Which brings us to the recording; Meiko – Playing Favorites is one of Chesky’s Binaural+ series. For those who don’t know, a Binaural recording is a special recording designed specifically for headphones. It entails the use of a custom made mannequin (pictured below from my 2017 CanJam coverage) fitted with microphones where the ears are so that all of the sounds are in correct phase in relation to your head when listening through headphones, creating a realistic three dimensional soundstage. Chesky records these Binaural sessions in 24 bit/192 kHz digital and remasters them for two channel (hence the Binaural+). The result lacks the depth of field of true Binaural (which would be nice if made available), but does create a very three dimensional soundstage from the point of view of the singer (it would be nice to have a photo of the session to know the physical relation of the performers to the audience). I did find that reversing the absolute phase moved the musicians from behind me to in front of me.

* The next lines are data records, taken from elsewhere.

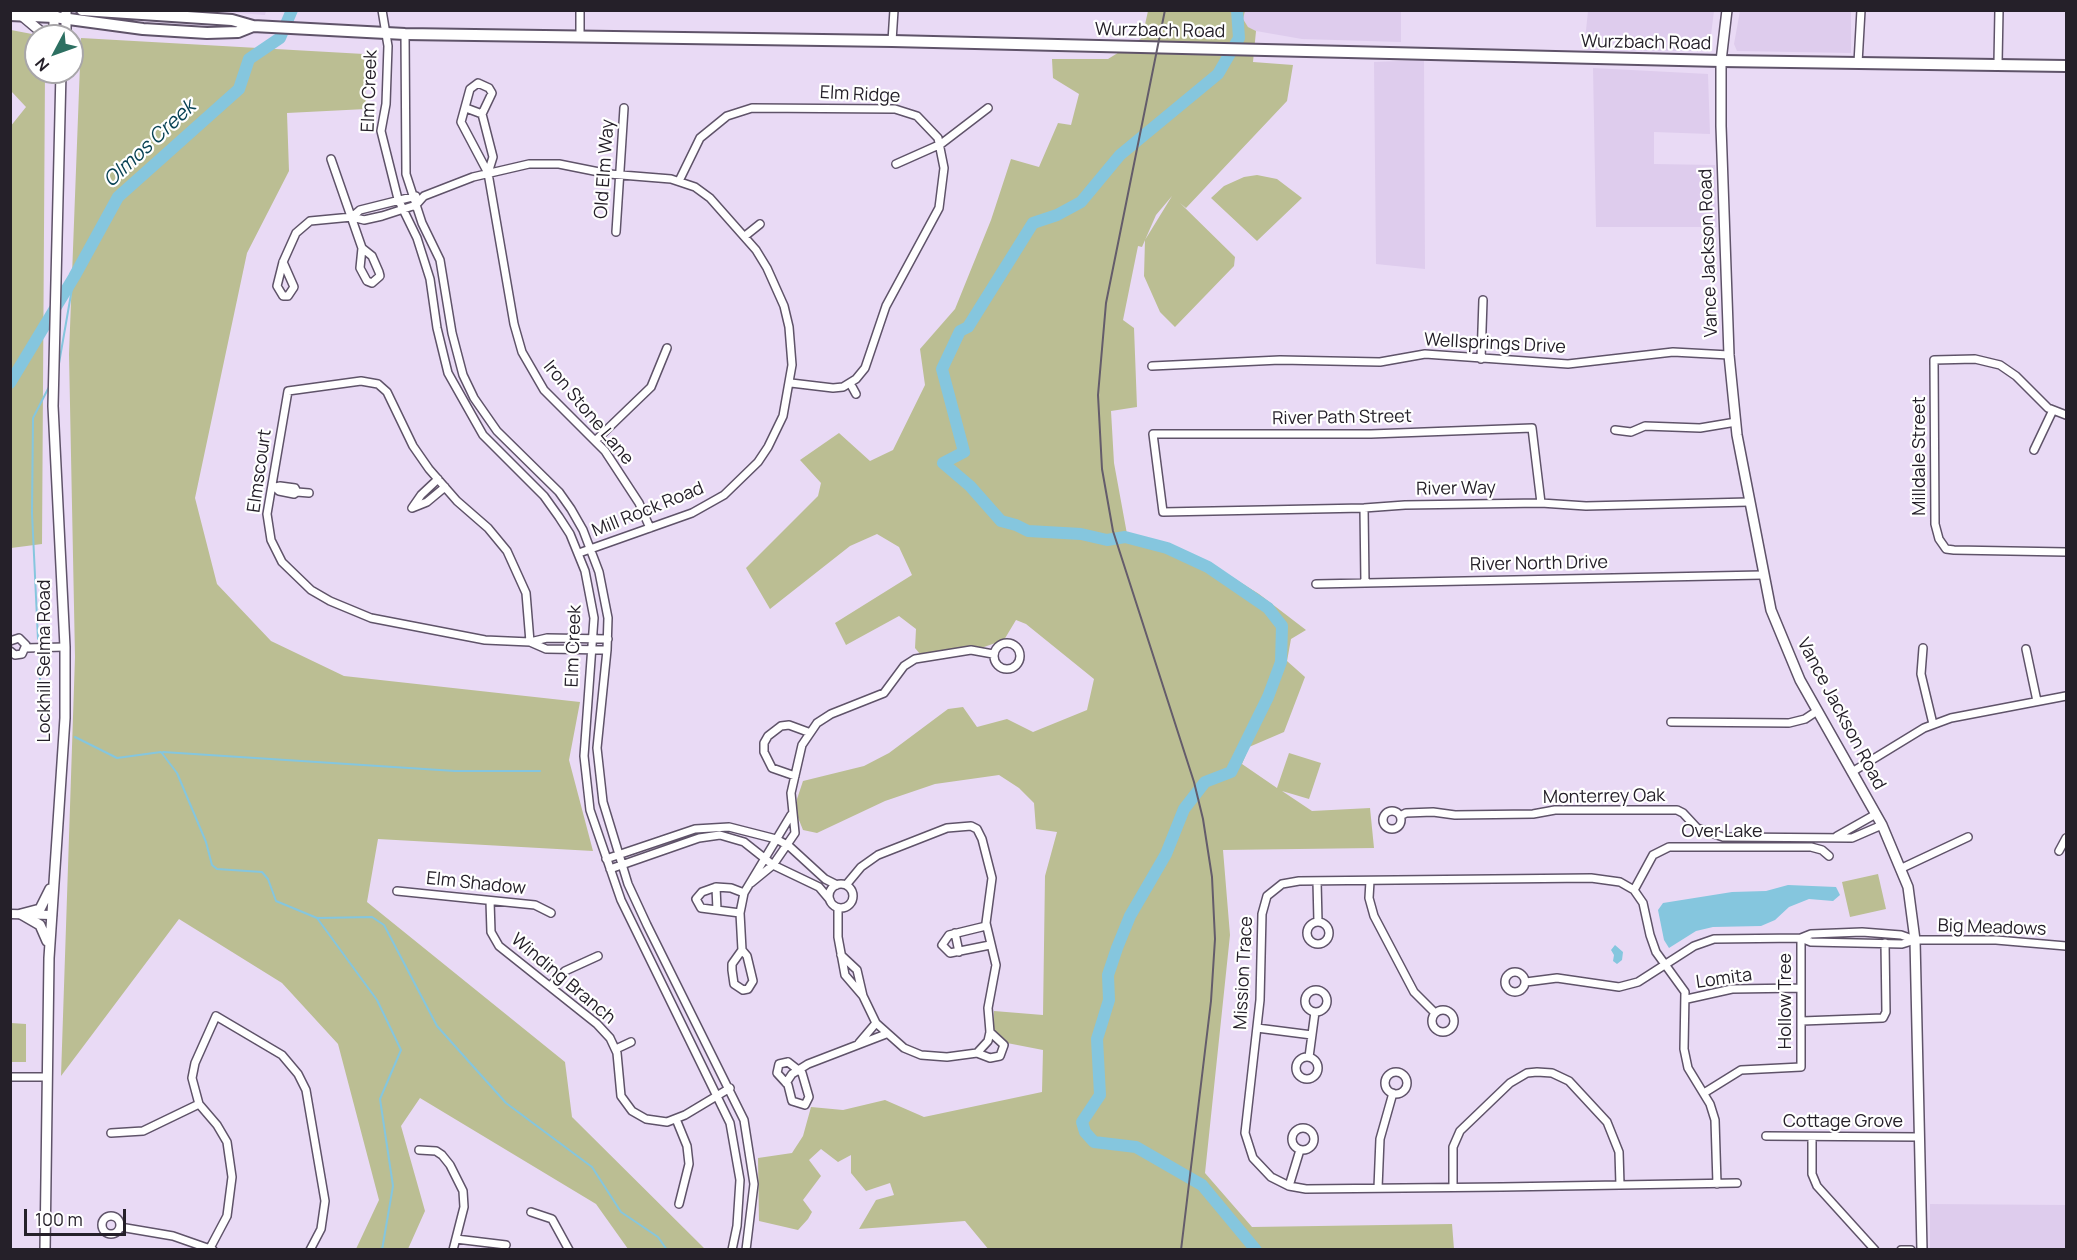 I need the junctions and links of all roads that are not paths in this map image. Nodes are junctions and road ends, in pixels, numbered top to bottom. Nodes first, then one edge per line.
1 (382, 10) edge
2 (580, 10) edge
3 (894, 10) edge
4 (1727, 10) edge
5 (1861, 10) edge
6 (1999, 10) edge
7 (88, 11) edge
8 (54, 14) edge
9 (196, 14) edge
10 (16, 15) edge
11 (66, 15) edge
12 (29, 24) edge
13 (254, 26) junction
14 (152, 30) junction
15 (238, 32) junction
16 (384, 33) junction
17 (405, 34) junction
18 (580, 35) junction
19 (892, 41) junction
20 (1721, 62) junction
21 (1858, 63) junction
22 (1998, 63) junction
23 (2067, 66) edge
24 (388, 72) junction
25 (404, 72) junction
26 (60, 84) edge
27 (466, 108) junction
28 (624, 108) dead end
29 (988, 108) dead end
30 (482, 114) junction
31 (941, 144) junction
32 (331, 159) dead end
33 (896, 165) dead end
34 (488, 172) junction
35 (618, 175) junction
36 (679, 181) junction
37 (413, 195) junction
38 (424, 196) junction
39 (398, 199) junction
40 (416, 204) junction
41 (379, 206) junction
42 (403, 209) junction
43 (382, 216) junction
44 (352, 217) junction
45 (760, 224) dead end
46 (616, 232) dead end
47 (745, 236) junction
48 (362, 248) dead end
49 (282, 262) dead end
50 (1484, 300) dead end
51 (667, 348) dead end
52 (1729, 355) junction
53 (1481, 359) junction
54 (1152, 366) dead end
55 (791, 383) junction
56 (850, 383) junction
57 (856, 394) dead end
58 (2053, 410) junction
59 (2067, 415) edge
60 (1736, 423) junction
61 (1615, 430) dead end
62 (596, 440) junction
63 (2034, 450) dead end
64 (438, 479) junction
65 (445, 487) junction
66 (273, 488) junction
67 (309, 493) dead end
68 (1749, 502) junction
69 (1541, 503) junction
70 (1364, 508) junction
71 (1163, 512) joint
72 (650, 528) junction
73 (591, 549) junction
74 (2067, 552) edge
75 (579, 553) junction
76 (1762, 575) junction
77 (1365, 582) junction
78 (1316, 584) dead end
79 (563, 638) junction
80 (593, 638) junction
81 (608, 639) junction
82 (11, 640) edge
83 (530, 642) junction
84 (65, 647) junction
85 (26, 648) junction
86 (1923, 648) dead end
87 (563, 650) junction
88 (608, 650) junction
89 (2026, 650) dead end
90 (10, 651) edge
91 (592, 651) junction
92 (993, 654) dead end
93 (2067, 696) edge
94 (2037, 700) junction
95 (1817, 711) junction
96 (1671, 722) dead end
97 (1933, 724) junction
98 (808, 732) junction
99 (1852, 772) junction
100 (795, 776) junction
101 (1876, 814) junction
102 (791, 815) junction
103 (1400, 816) dead end
104 (1882, 825) junction
105 (1852, 827) junction
106 (1836, 836) junction
107 (1858, 837) junction
108 (1968, 837) dead end
109 (2067, 838) edge
110 (777, 839) junction
111 (789, 846) junction
112 (2059, 851) dead end
113 (619, 855) junction
114 (1829, 856) dead end
115 (764, 857) junction
116 (606, 859) junction
117 (622, 865) junction
118 (773, 865) junction
119 (1902, 868) junction
120 (610, 869) junction
121 (54, 880) junction
122 (1317, 881) junction
123 (1370, 881) junction
124 (751, 883) junction
125 (837, 885) junction
126 (846, 885) junction
127 (716, 887) junction
128 (1634, 890) junction
129 (397, 891) dead end
130 (744, 893) junction
131 (830, 900) junction
132 (490, 901) junction
133 (838, 908) junction
134 (717, 910) junction
135 (551, 913) dead end
136 (10, 914) edge
137 (21, 914) junction
138 (740, 914) junction
139 (52, 915) junction
140 (1318, 922) dead end
141 (986, 926) junction
142 (955, 933) junction
143 (1802, 938) junction
144 (1915, 940) junction
145 (1885, 943) junction
146 (990, 945) junction
147 (2067, 946) edge
148 (741, 950) junction
149 (959, 952) junction
150 (841, 955) junction
151 (598, 956) dead end
152 (50, 958) junction
153 (1665, 964) junction
154 (1526, 981) dead end
155 (550, 987) junction
156 (1802, 988) junction
157 (863, 996) junction
158 (1687, 999) junction
159 (1315, 1012) dead end
160 (1435, 1013) dead end
161 (1802, 1021) junction
162 (876, 1023) junction
163 (1257, 1028) junction
164 (990, 1032) junction
165 (886, 1034) junction
166 (1312, 1035) junction
167 (631, 1042) dead end
168 (859, 1043) junction
169 (616, 1049) junction
170 (977, 1053) junction
171 (1309, 1057) dead end
172 (799, 1069) junction
173 (10, 1077) edge
174 (46, 1077) junction
175 (786, 1083) junction
176 (730, 1088) junction
177 (1393, 1093) dead end
178 (1704, 1093) junction
179 (718, 1095) junction
180 (199, 1104) junction
181 (675, 1119) junction
182 (111, 1133) dead end
183 (1766, 1136) dead end
184 (1812, 1137) junction
185 (1919, 1137) junction
186 (419, 1150) dead end
187 (1300, 1150) dead end
188 (1737, 1183) dead end
189 (1717, 1184) junction
190 (1620, 1185) junction
191 (1289, 1186) junction
192 (1453, 1187) junction
193 (1378, 1188) junction
194 (679, 1204) dead end
195 (531, 1212) dead end
196 (120, 1227) dead end
197 (456, 1239) junction
198 (506, 1245) dead end
199 (210, 1249) edge
200 (45, 1250) edge
201 (310, 1250) edge
202 (453, 1250) edge
203 (569, 1250) edge
204 (732, 1250) edge
205 (746, 1250) edge
206 (1875, 1250) edge
207 (1901, 1250) edge
208 (1911, 1250) edge
209 (1922, 1250) edge

1 - 16 street, Elm Creek
2 - 18 street
3 - 19 street
4 - 20 main road, Vance Jackson Road
5 - 21 street
6 - 22 street
7 - 9 main road, Wurzbach Road
8 - 10 main road, Wurzbach Road
8 - 11 main road, Wurzbach Road
9 - 13 main road, Wurzbach Road
9 - 14 main road
9 - 15 main road
10 - 12 main road
11 - 14 main road, Wurzbach Road
13 - 15 main road, Wurzbach Road
13 - 16 main road, Wurzbach Road
14 - 15 main road, Wurzbach Road
16 - 17 main road, Wurzbach Road
16 - 24 street, Elm Creek
17 - 18 main road, Wurzbach Road
17 - 25 street, Elm Creek
18 - 19 main road, Wurzbach Road
19 - 20 main road, Wurzbach Road
20 - 21 main road, Wurzbach Road
20 - 52 main road, Vance Jackson Road
21 - 22 main road, Wurzbach Road
22 - 23 main road, Wurzbach Road
24 - 25 street
24 - 39 street, Elm Creek
25 - 37 street, Elm Creek
26 - 84 main road, Lockhill Selma Road
27 - 30 street
27 - 30 street
27 - 34 street
28 - 35 street, Old Elm Way
29 - 31 street
30 - 34 street
31 - 33 street
31 - 36 street, Elm Ridge
31 - 56 street
32 - 44 street
34 - 35 street, Mill Rock Road
34 - 38 street, Mill Rock Road
34 - 62 street, Iron Stone Lane
35 - 36 street, Mill Rock Road
35 - 46 street, Old Elm Way
36 - 47 street, Mill Rock Road
37 - 38 street, Mill Rock Road
37 - 39 street, Mill Rock Road
37 - 40 street, Elm Creek
38 - 40 street, Mill Rock Road
39 - 41 street, Mill Rock Road
39 - 42 street, Elm Creek
40 - 42 street, Mill Rock Road
40 - 73 street, Elm Creek
41 - 43 street
41 - 44 street, Mill Rock Road
42 - 43 street, Mill Rock Road
42 - 75 street, Elm Creek
43 - 44 street, Mill Rock Road
44 - 48 street
44 - 49 street, Mill Rock Road
45 - 47 street
47 - 55 street, Mill Rock Road
50 - 53 street
51 - 62 street
52 - 53 street, Wellsprings Drive
52 - 60 main road, Vance Jackson Road
53 - 54 street, Wellsprings Drive
55 - 56 street
55 - 72 street, Mill Rock Road
56 - 57 street
58 - 59 street
58 - 63 street
58 - 74 street, Milldale Street
60 - 61 street
60 - 68 main road, Vance Jackson Road
62 - 72 street, Iron Stone Lane
64 - 65 street, Elmscourt
64 - 65 street
64 - 66 street, Elmscourt
65 - 83 street, Elmscourt
66 - 67 street
66 - 83 street, Elmscourt
68 - 69 street, River Way
68 - 76 main road, Vance Jackson Road
69 - 70 street, River Way
69 - 71 street, River Path Street
70 - 71 street, River Way
70 - 77 street
72 - 73 street, Mill Rock Road
73 - 75 street, Mill Rock Road
73 - 81 street, Elm Creek
75 - 80 street, Elm Creek
76 - 77 street, River North Drive
76 - 95 main road, Vance Jackson Road
77 - 78 street, River North Drive
79 - 80 street, Elmscourt
79 - 83 street, Elmscourt
79 - 87 street
80 - 81 street, Elmscourt
80 - 91 street, Elm Creek
81 - 88 street, Elm Creek
82 - 85 street
83 - 87 street, Elmscourt
84 - 85 street
84 - 121 main road, Lockhill Selma Road
85 - 90 street
86 - 97 street
87 - 91 street, Elmscourt
88 - 91 street, Elmscourt
88 - 113 street, Elm Creek
89 - 94 street
91 - 116 street, Elm Creek
92 - 98 street
93 - 94 street
94 - 97 street
95 - 96 street
95 - 99 main road, Vance Jackson Road
97 - 99 street
98 - 100 street
98 - 100 street
99 - 101 main road, Vance Jackson Road
100 - 102 street
101 - 104 main road, Vance Jackson Road
101 - 105 street, Monterrey Oak
102 - 110 street
102 - 111 street
103 - 106 street, Monterrey Oak
104 - 107 street, Monterrey Oak
104 - 119 main road, Vance Jackson Road
105 - 106 street, Monterrey Oak
105 - 107 street
106 - 107 street, Monterrey Oak
108 - 119 street
109 - 112 street
110 - 111 street
110 - 113 street
110 - 115 street
111 - 118 street
111 - 125 street
113 - 116 street
113 - 117 street, Elm Creek
114 - 128 street, Over Lake
115 - 117 street
115 - 118 street
115 - 124 street
116 - 120 street, Elm Creek
117 - 120 street
117 - 176 street, Elm Creek
118 - 124 street
118 - 131 street
119 - 144 main road, Vance Jackson Road
120 - 179 street, Elm Creek
121 - 137 main road
121 - 139 main road, Lockhill Selma Road
122 - 123 street, Mission Trace
122 - 140 street
122 - 163 street, Mission Trace
123 - 128 street, Mission Trace
123 - 160 street
124 - 130 street
125 - 126 street
125 - 131 street
126 - 133 street
126 - 141 street
127 - 130 street
127 - 134 street
127 - 134 street
128 - 153 street
129 - 132 street, Elm Shadow
130 - 138 street
131 - 133 street
132 - 135 street, Elm Shadow
132 - 155 street, Winding Branch
133 - 150 street
134 - 138 street
136 - 137 street
137 - 139 street
137 - 152 main road
138 - 148 street
139 - 152 main road, Lockhill Selma Road
141 - 142 street
141 - 146 street
142 - 149 street
142 - 149 street
143 - 144 street, Big Meadows
143 - 145 street, Big Meadows
143 - 153 street, Big Meadows
143 - 156 street, Hollow Tree
144 - 145 street, Big Meadows
144 - 147 street, Big Meadows
144 - 185 main road, Vance Jackson Road
145 - 161 street
146 - 149 street
146 - 164 street
148 - 148 street
150 - 157 street
150 - 157 street
151 - 155 street
152 - 174 main road, Lockhill Selma Road
153 - 154 street, Big Meadows
153 - 158 street
155 - 169 street, Winding Branch
156 - 158 street, Lomita
156 - 161 street, Hollow Tree
157 - 162 street
158 - 178 street
159 - 166 street
161 - 178 street, Hollow Tree
162 - 165 street
162 - 168 street
163 - 166 street
163 - 191 street, Mission Trace
164 - 170 street
164 - 170 street
165 - 168 street
165 - 170 street
166 - 171 street
167 - 169 street
168 - 172 street
169 - 181 street, Winding Branch
172 - 175 street
172 - 175 street
172 - 175 street
173 - 174 street
174 - 200 main road, Lockhill Selma Road
176 - 179 street, Winding Branch
176 - 205 street, Elm Creek
177 - 193 street
178 - 189 street
179 - 181 street, Winding Branch
179 - 204 street, Elm Creek
180 - 182 street
180 - 199 street
180 - 201 street
181 - 194 street
183 - 184 street, Cottage Grove
184 - 185 street, Cottage Grove
184 - 206 street
185 - 209 main road, Vance Jackson Road
186 - 197 street
187 - 191 street
188 - 189 street, Mission Trace
189 - 190 street, Mission Trace
190 - 192 street, Mission Trace
190 - 192 street
191 - 193 street, Mission Trace
192 - 193 street, Mission Trace
195 - 203 street
196 - 199 street
197 - 198 street
197 - 202 street
207 - 208 street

And now to the meat; Meiko – Playing Favorites. Meiko (pronounced MEE-ko, as opposed to the traditional Japanese pronunciation) has a soft silky voice similar to Sade but with a wider vocal range (she sings with a little more expression, less monotone). For Meiko – Playing Favorites she is accompanied by a small acoustic jazz ensemble; credited are Meiko – Vocals, Guitar; Ed Maxwell – Bass, Synth; and Josh Day – Drums. It is a very intimate recording set in a large empty hall inches away from you. The song list consists of a selection of pop song covers beginning with The Cranberries’ “Zombie” performed on acoustic guitar with a haunting cello accompaniment. This is followed by a pleasant rendition to make Ben E. King proud of “Stand By Me” which opens with solo upright bass, with guitar, percussion and synthesizer occasionally fading in and out. On the second track Meiko adds a little of that autotune inspired lilt to her voice that is so popular among modern singers for her cover of Jennifer Paige’s “Crush”.
“No Rain” (Blind Melon) is rendered positively up beat with only a hint of melancholy performed on acoustic guitar and upright bass. Not so with “Fade Into You” (Mazzy Star) made even more poignant with the stark instrumentalization.
Otis Redding would probably lap up the forlorn tone of “(Sittin’ On) The Dock Of The Bay”. On the other hand Meiko’s reimagining of Portishead’s Wandering Star is haunting and musical in arrant contrast to the brutally harsh original.
“Come Undone” holds none of the 80s hyper-pop energy of Duran Duran, to its credit I might add, whereas “No Ordinary Love” is the most faithful to the original of any of the covers, though at a slightly slower more emotional pace.
The big standout and most shocking song is “Super Freak”, sucking out all of the Rick James Funk and replacing it with a swinging Latin Jazz vibe. Likewise “Show Me Love” (Robin S) shows almost none of its Hip Hop roots. And Erykah Badu’s “Bag Lady” is transformed into a socially aware mantra that it should have been to begin with.
To conclude, it is an album definitely worth a listen, which improves with each playback, like a piece of hardware burning in, as you listen more to the singer and less to the song.